KASICH: Well, you know, I won -- I won 86 out of 88 counties in Ohio with almost 64 percent of the vote. I got the conservative vote. I received 51 percent of union households, 60 percent of women and 26 percent of African-Americans. You want to be president? You better win Ohio. And, you know, what we've been able to do in Ohio with job growth, with tax cuts, the largest in the country, and a history of balancing budgets, Chris, I mean, I think it's hard to question my conservative credentials. But I will tell you this, as a conservative, I believe that economic growth is a means to an end -- we should help -- is not a means to an end, but should be used to help people to rise and be lifted. And that's what all Americans want. Whether they're Republicans or Democrats.
WALLACE: The other issue, quite frankly, and I'm sure you've heard this over the years, is whether you have the discipline to run for president. Here's a clip of the full Kasich.
(BEGIN VIDEO CLIP)
KASICH: I'm a Republican, I'm a conservative, but my party is my vehicle, not my master.

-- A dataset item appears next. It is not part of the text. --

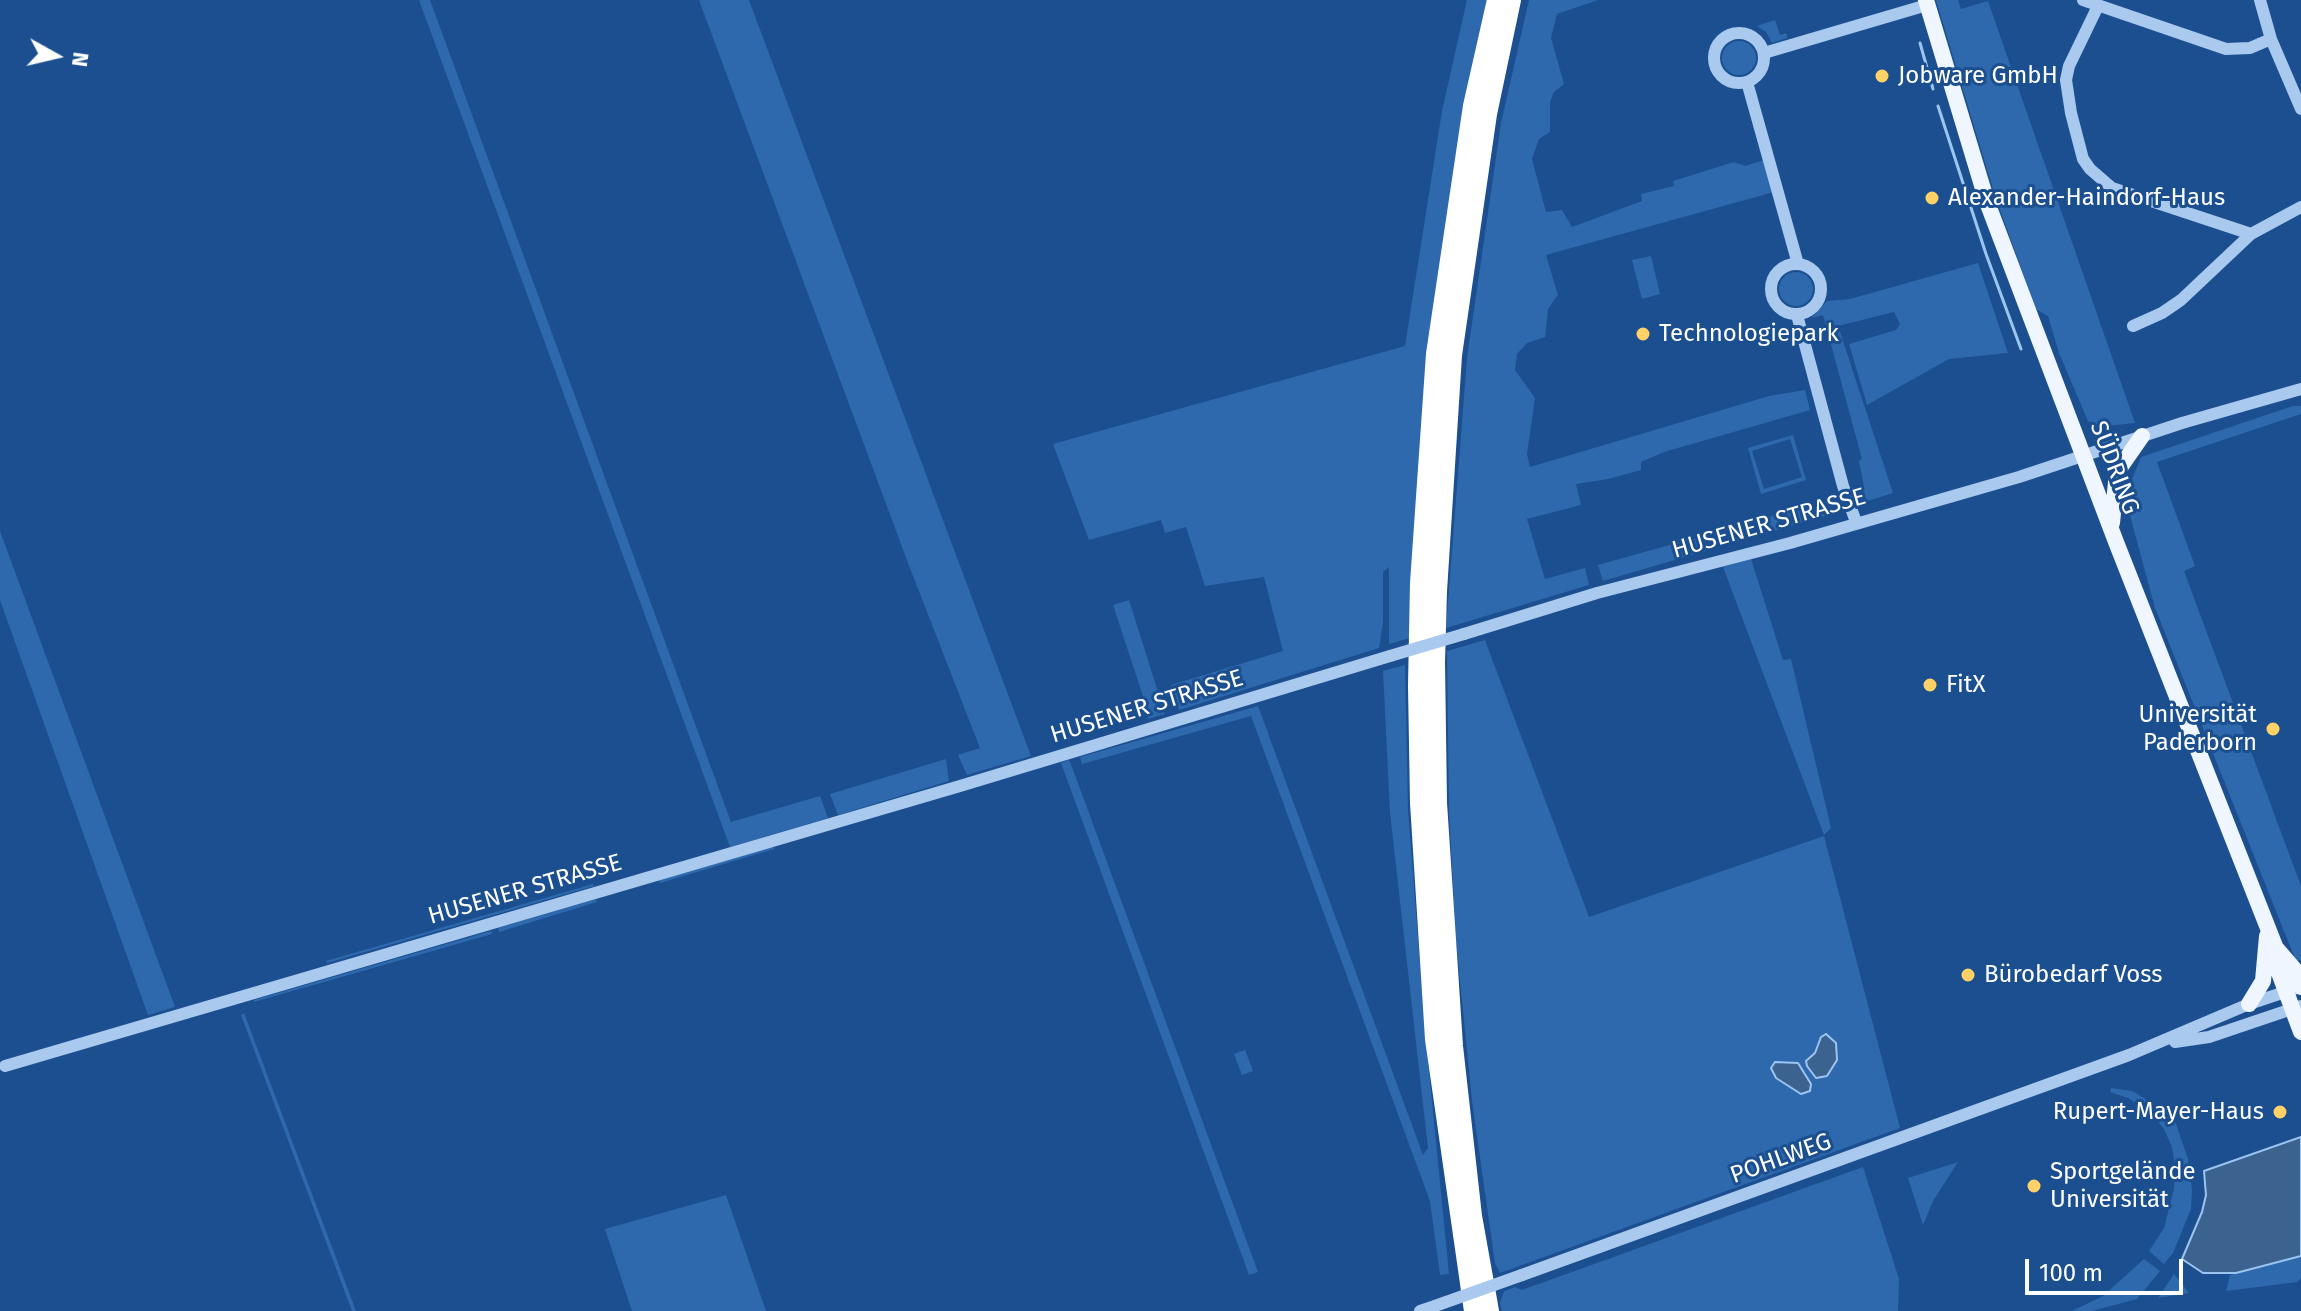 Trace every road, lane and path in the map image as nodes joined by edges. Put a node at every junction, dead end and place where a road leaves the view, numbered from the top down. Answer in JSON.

And you know what? I'm free as a bird. I'm free as a bird. Isn't it great?
(END VIDEO CLIP)
WALLACE: In a generally favorable article in "The Atlantic" the reporter says this about you, "he has a combustible personality that strikes some as refreshing and genuine, but others as erratic." Governor, how do you plead?
KASICH: Well, look, I was chairman of the budget committee, one of the chief architects of the last time we balanced the budget in Washington. I was a military reformer and have more have more military experience, national security experience than anybody in the field, except Lindsey Graham has some of that, but he's not been an executive. And on top of that, Chris, I inherited a state that was collapsing. And this state has grown. We're up 340,000 jobs, $3 billion in tax cuts, strong credit, helping people live in the shadows. You know what it is? I'm a normal guy in a big job. And I tell it like it is, but I tell it like it is -- mixed with an ability to say to people, I want you to have the chance. I want you to live the American dream. So, all that criticism, you know, I don't know what to say about that, other than look at the results. They've been pretty darn good. And frankly, America needs a change agent. America needs somebody to restore the strength of this great land of ours.
WALLACE: So, Carly Fiorina told me that there was a 90 percent chance that she's going to run. And it looks to me like over the next couple of days she's going to run. Lindsey Graham told me there was a 91 percent chance he was going to run. What's your percentage, governor?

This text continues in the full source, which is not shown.